How reclassification, fewer classes will reshape 2024 season
The GHSA reclassifies its member schools every two years. Here’s how the latest reclassification and football changes will reshape this season.
*Fewer classes: The GHSA has seven classifications this year instead of eight. Class 7A is gone, and Class 6A is the highest. After running with eight classes since the 2015 football season, the GHSA hopes contraction will make classes deeper and more competitive, give schools simpler scheduling and lighter travel and make all sports easier to manage.
Assessment: Fewer classes will make 6A, 5A, 4A and A Division II deeper and stronger. The other classes will be weaker without private schools in their playoffs. Seven classes and only 56 regions (instead of 64) are easier to manage. The new private playoff division and the ratings formula (explained below) will add more work. Fewer classifications will not reduce travel.

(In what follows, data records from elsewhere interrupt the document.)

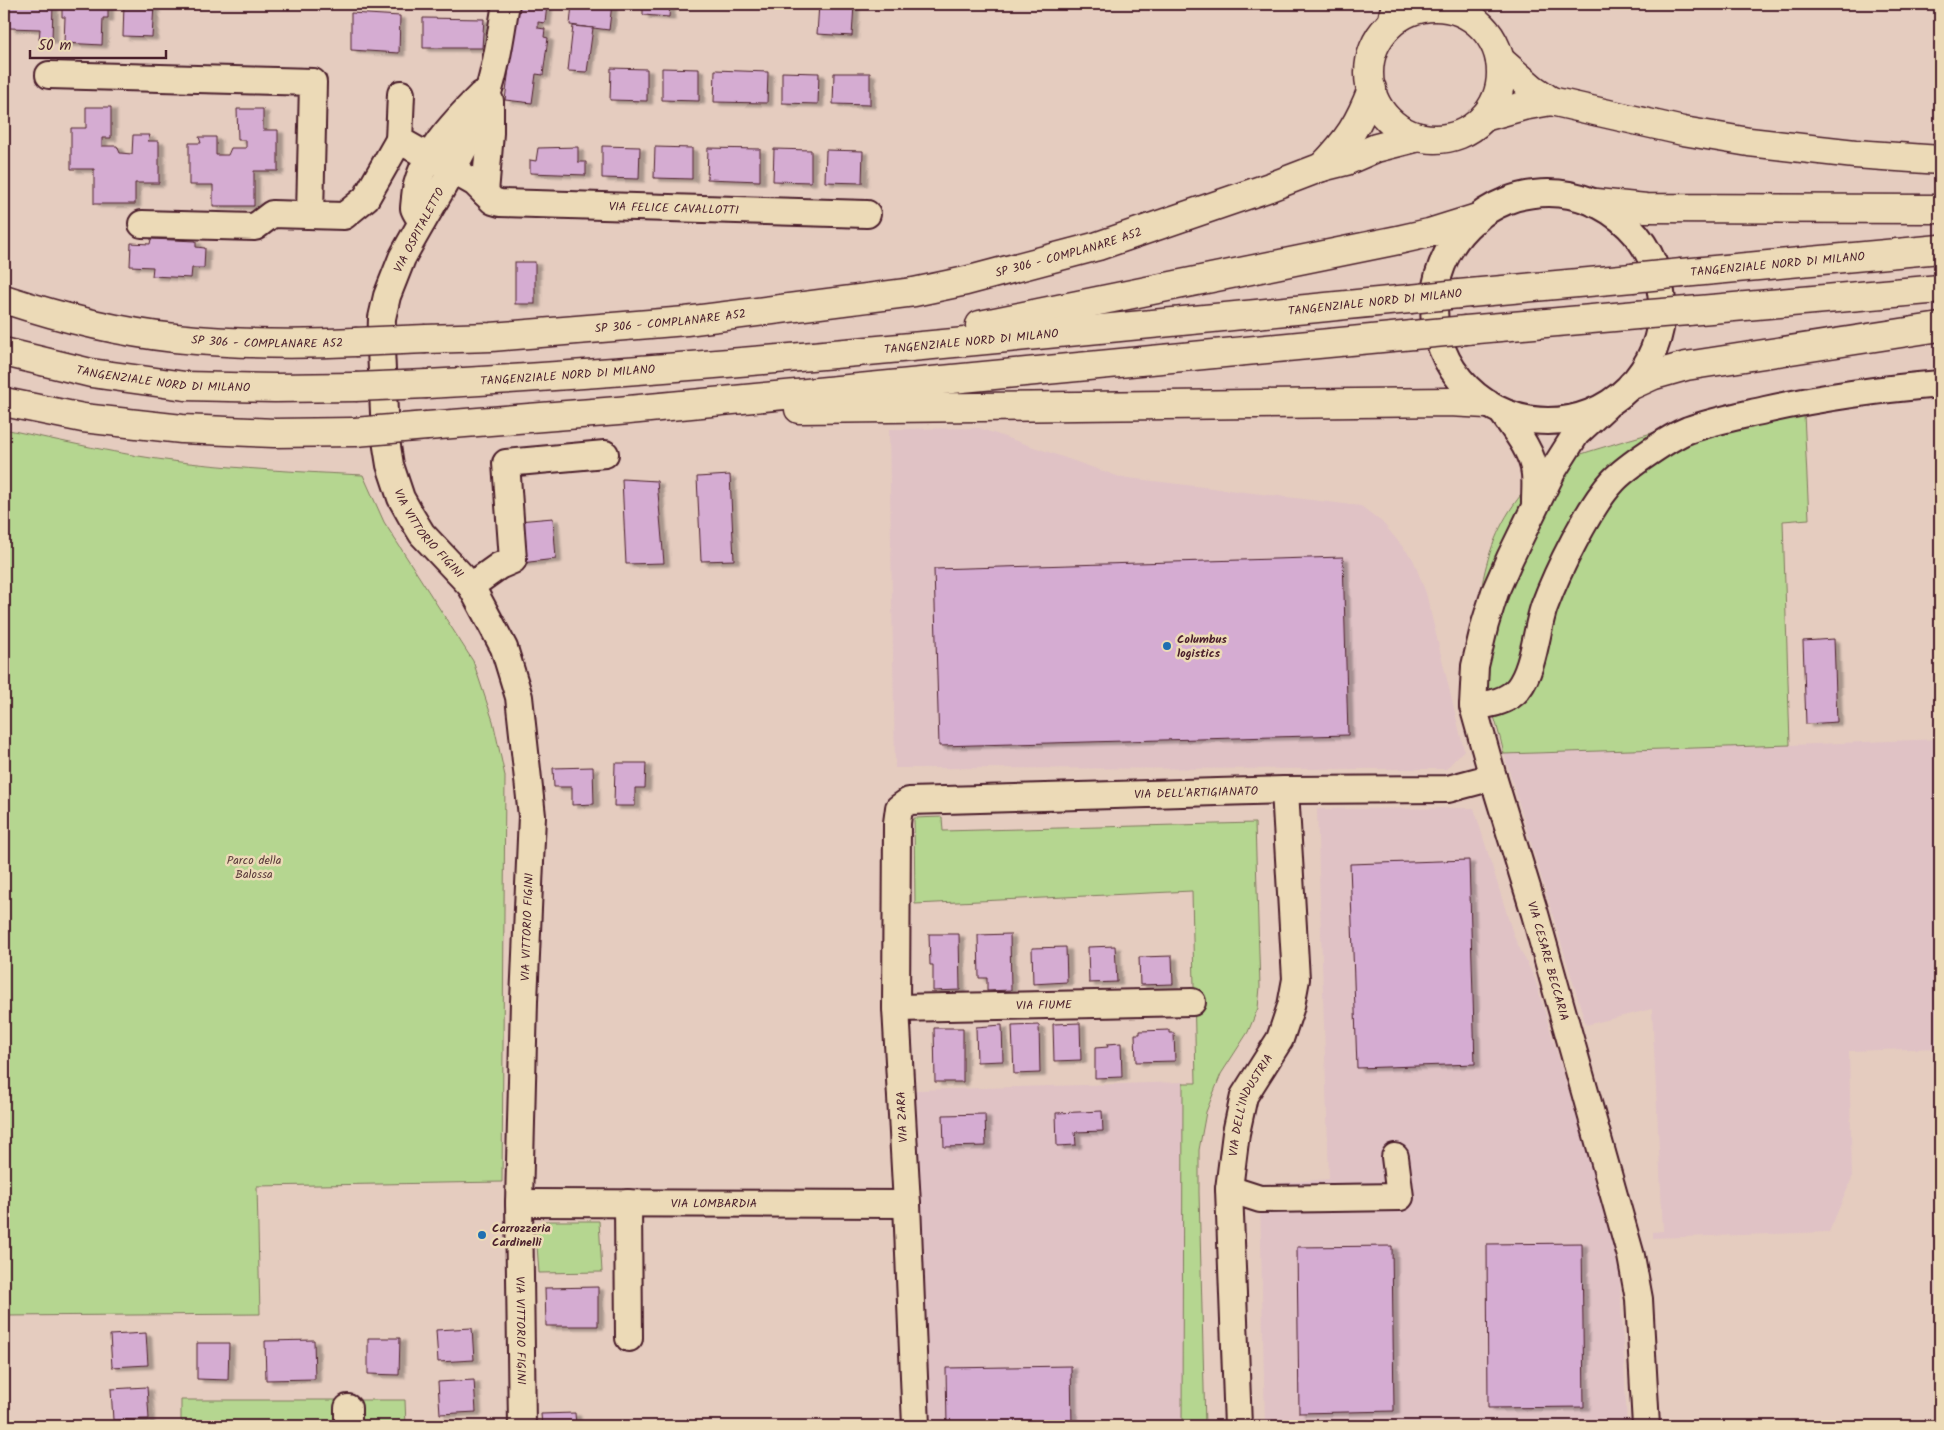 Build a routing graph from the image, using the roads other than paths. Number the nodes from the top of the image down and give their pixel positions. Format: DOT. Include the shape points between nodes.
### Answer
graph roads {
  1 [pos="506,4"];
  2 [pos="1443,6"];
  3 [pos="1393,14"];
  4 [pos="1500,60"];
  5 [pos="49,75"];
  6 [pos="490,85"];
  7 [pos="1372,89"];
  8 [pos="401,94"];
  9 [pos="1551,102"];
  10 [pos="1484,117"];
  11 [pos="1419,137"];
  12 [pos="399,140"];
  13 [pos="429,157"];
  14 [pos="1940,160"];
  15 [pos="1322,167"];
  16 [pos="452,170"];
  17 [pos="485,192"];
  18 [pos="1596,203"];
  19 [pos="1940,209"];
  20 [pos="867,214"];
  21 [pos="310,215"];
  22 [pos="1477,218"];
  23 [pos="422,222"];
  24 [pos="142,224"];
  25 [pos="1940,249"];
  26 [pos="1940,289"];
  27 [pos="4,299"];
  28 [pos="1940,327"];
  29 [pos="4,352"];
  30 [pos="835,355"];
  31 [pos="1940,384"];
  32 [pos="1632,385"];
  33 [pos="4,402"];
  34 [pos="1605,407"];
  35 [pos="1495,408"];
  36 [pos="618,411"];
  37 [pos="605,454"];
  38 [pos="390,465"];
  39 [pos="1535,505"];
  40 [pos="470,586"];
  41 [pos="1473,706"];
  42 [pos="1493,778"];
  43 [pos="1285,790"];
  44 [pos="899,808"];
  45 [pos="1192,1002"];
  46 [pos="896,1008"];
  47 [pos="1396,1157"];
  48 [pos="1229,1189"];
  49 [pos="520,1203"];
  50 [pos="628,1203"];
  51 [pos="907,1204"];
  52 [pos="629,1338"];
  53 [pos="522,1426"];
  54 [pos="916,1426"];
  55 [pos="1238,1426"];
  56 [pos="1646,1426"];
  1 -- 6 [label="street, VIA OSPITALETTO"];
  2 -- 3 [label="main road" via="1422,8 1401,17"];
  2 -- 4 [label="main road" via="1481,25 1496,47"];
  3 -- 7 [label="main road" via="1372,54"];
  4 -- 9 [label="main road"];
  4 -- 10 [label="main road" via="1497,96"];
  5 -- 21 [label="street" via="313,82"];
  6 -- 13 [label="street"];
  6 -- 16 [label="street, VIA OSPITALETTO"];
  6 -- 17 [label="street"];
  7 -- 11 [label="main road" via="1381,111 1389,120"];
  7 -- 15 [label="main road" via="1355,128"];
  8 -- 12 [label="street"];
  9 -- 10 [label="main road"];
  9 -- 14 [label="main road" via="1749,142"];
  10 -- 11 [label="main road" via="1454,136 1443,139"];
  11 -- 15 [label="main road, SP 306 - COMPLANARE A52"];
  12 -- 13 [label="street, VIA FELICE CAVALLOTTI"];
  12 -- 21 [label="street" via="366,198 352,210 344,216"];
  13 -- 16 [label="street, VIA FELICE CAVALLOTTI"];
  13 -- 23 [label="street" via="416,189 414,208"];
  15 -- 27 [label="main road, SP 306 - COMPLANARE A52, bridge" via="1098,246 1026,266 914,292 686,321 426,340 242,342 175,338 118,329 53,315"];
  16 -- 17 [label="street, VIA FELICE CAVALLOTTI"];
  16 -- 23 [label="street, VIA OSPITALETTO"];
  17 -- 20 [label="street, VIA FELICE CAVALLOTTI" via="493,201 500,203"];
  18 -- 19 [label="main road" via="1646,208"];
  18 -- 22 [label="street" via="1571,195 1538,194 1502,203"];
  18 -- 32 [label="street" via="1621,219 1643,244 1662,291 1657,341 1643,372"];
  21 -- 24 [label="street" via="272,214 254,227"];
  22 -- 30 [label="main road" via="1429,234"];
  22 -- 35 [label="street" via="1462,232 1442,266 1434,305 1440,344 1448,362 1473,393"];
  23 -- 38 [label="street, VIA OSPITALETTO" via="394,276 382,318 382,408"];
  25 -- 30 [label="main road, TANGENZIALE NORD DI MILANO, bridge"];
  26 -- 36 [label="main road, bridge" via="1466,330"];
  28 -- 32 [label="main road" via="1686,366"];
  29 -- 30 [label="main road, TANGENZIALE NORD DI MILANO, bridge" via="91,373 185,386 275,388 426,384"];
  31 -- 41 [label="street" via="1809,400 1729,418 1686,431 1650,452 1613,481 1589,515 1544,607 1526,675 1518,690 1498,702"];
  32 -- 34 [label="street"];
  33 -- 36 [label="main road, bridge" via="83,418 182,429 274,433 355,432"];
  34 -- 35 [label="street" via="1554,422 1536,421"];
  34 -- 39 [label="street, VIA CESARE BECCARIA" via="1576,434"];
  35 -- 36 [label="main road" via="1429,402"];
  35 -- 39 [label="street, VIA CESARE BECCARIA" via="1518,433 1530,456 1535,472"];
  37 -- 40 [label="street" via="506,463 513,560"];
  38 -- 40 [label="street, VIA VITTORIO FIGINI" via="401,498 422,534"];
  39 -- 41 [label="street, VIA CESARE BECCARIA" via="1495,592 1485,624 1475,666"];
  40 -- 49 [label="street, VIA VITTORIO FIGINI" via="504,648 519,696 532,816"];
  41 -- 42 [label="street, VIA CESARE BECCARIA"];
  42 -- 43 [label="street, VIA DELL'ARTIGIANATO" via="1448,788"];
  42 -- 56 [label="street, VIA CESARE BECCARIA" via="1631,1256 1639,1299"];
  43 -- 44 [label="street, VIA DELL'ARTIGIANATO" via="909,802"];
  43 -- 48 [label="street, VIA DELL'INDUSTRIA" via="1296,979 1280,1039 1244,1096"];
  44 -- 46 [label="street, VIA ZARA"];
  45 -- 46 [label="street, VIA FIUME"];
  46 -- 51 [label="street, VIA ZARA"];
  47 -- 48 [label="street" via="1400,1196 1260,1199"];
  48 -- 55 [label="street, VIA DELL'INDUSTRIA"];
  49 -- 50 [label="street, VIA LOMBARDIA"];
  49 -- 53 [label="street, VIA VITTORIO FIGINI"];
  50 -- 51 [label="street, VIA LOMBARDIA"];
  50 -- 52 [label="street"];
  51 -- 54 [label="street, VIA ZARA"];
} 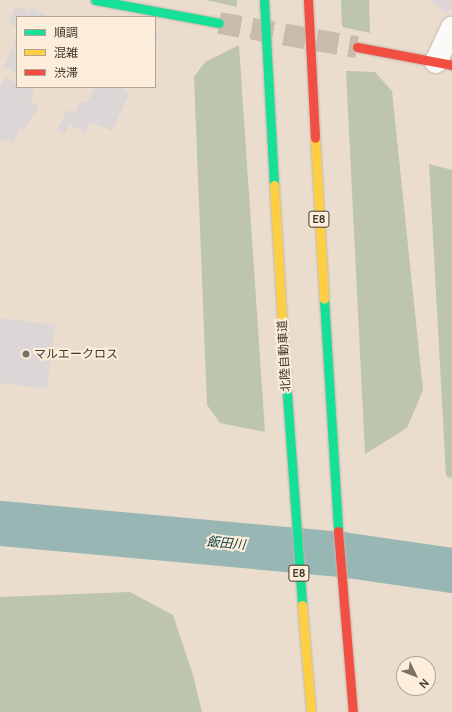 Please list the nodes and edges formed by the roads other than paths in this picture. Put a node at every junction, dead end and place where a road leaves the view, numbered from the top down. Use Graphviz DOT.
graph roads {
  1 [pos="95,0"];
  2 [pos="264,0"];
  3 [pos="308,0"];
  4 [pos="219,23"];
  5 [pos="452,27"];
  6 [pos="357,47"];
  7 [pos="444,64"];
  8 [pos="311,712"];
  9 [pos="353,712"];
  1 -- 4 [label="main road"];
  2 -- 8 [label="main road, 北陸自動車道 / E8"];
  3 -- 9 [label="main road, E8"];
  5 -- 7 [label="street"];
  6 -- 7 [label="main road"];
}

*Private playoffs: The 25 private schools playing region schedules in classes 3A to A will play among public schools in the regular season, then enter their own state playoff. So while it’s seven classes, it’s still eight championships. The 3A-A private division is the latest version of what produced private-only football champions from 2012 through 2021. After the GHSA abolished Class A Private following the 2021 season, small private schools dominated classes 3A through A in all sports, winning 75 state titles over two years, up from the 33 when they were most recently contained.
Assessment: The GHSA’s public-school majority will accomplish its goal of curbing private-school sports dominance while not isolating them totally, allowing them to compete with public schools in the regular season. Their co-existence in region play will make playoff picking and seeding for 3A-A playoffs problematic.
*Rankings formula: The GHSA will seed playoff teams in Classes 3A through A Division I, plus the 3A-A private division, with its new Post Season Ranking Formula (PSRF). Each 3A, 2A and A D-I team will earn a rating that multiples the team’s W-L percentage with its opponents’ W-L percentage and its opponents’ opponents’ W-L percentage. The PSRF is similar to the ratings percentage index (RPI) the NCAA sometimes uses.
Assessment: The GHSA’s rating formula is simple to compute and understand, but computer rankings experts look down on RPI-like models and say they poorly measure schedule strength.
*Playoff seeding: For classes 6A-4A and A Division II – those that don’t use the rankings formula – it’s the same as always. That is, each class will take the top four teams from each region and seed them 1-4 based off region finish to form a 32-team playoff bracket. In the other classes (3A to A Division I), the PSRF will select and seed the public playoff teams. Region champions and runners-up get automatic berths and higher seeds. Public teams finishing third or fourth are guaranteed playoff berths, and those finishing fifth or below can qualify. After private teams are parceled out, there might be fewer than eight region champions. A public team finishing second to a private team remains a second-place team for seeding purposes. In the private playoffs, all 25 teams will qualify. They will not get extra credit for playing in a higher class, such as Class 3A vs. 2A.
Assessment: The GHSA’s preferential seeding for region winners and runners-up (a champion always higher than a runner-up, and a runner-up higher than all others) ensures adequate selection and seeding for 3A-A public schools. The PSRF will do much worse seeding the private schools because of profound differences in region and strength among teams playing across three classes. Good private teams in tough 3A or 2A regions will be at a disadvantage to Class A teams. Seeding with a points formula also will lead to longer first-round road trips than the GHSA’s traditional playoff-bracket method. For example, the Maxwell Ratings first-round projections have Northwest Whitfield traveling 330 miles to Bainbridge in the Class 3A first round.
*North vs. south: The GHSA’s playoff bracket historically matches teams from regions 1-4 and then 5-8 in the first round. The lower-numbered regions are more likely to have south Georgia teams. The format is meant to limit travel. Against decades of precedence, the GHSA this season will have the following region-vs.-region matchups: 2 vs. 8, 1 vs. 5, 6 vs. 7 and 3 vs. 4. As metro Atlanta sprawls, more and more metro schools are playing in regions 1-4, and those that habitually end up in 1-4 get more than their share of south Georgia playoff assignments.
Assessment: Worth a try. It will be fairer to north-of-Macon teams traditionally assigned to regions 1-4. According to Maxwell's 2024 first-round projections, the change would add an average of 32 round-trip linear miles, or about an hour drive time, per game.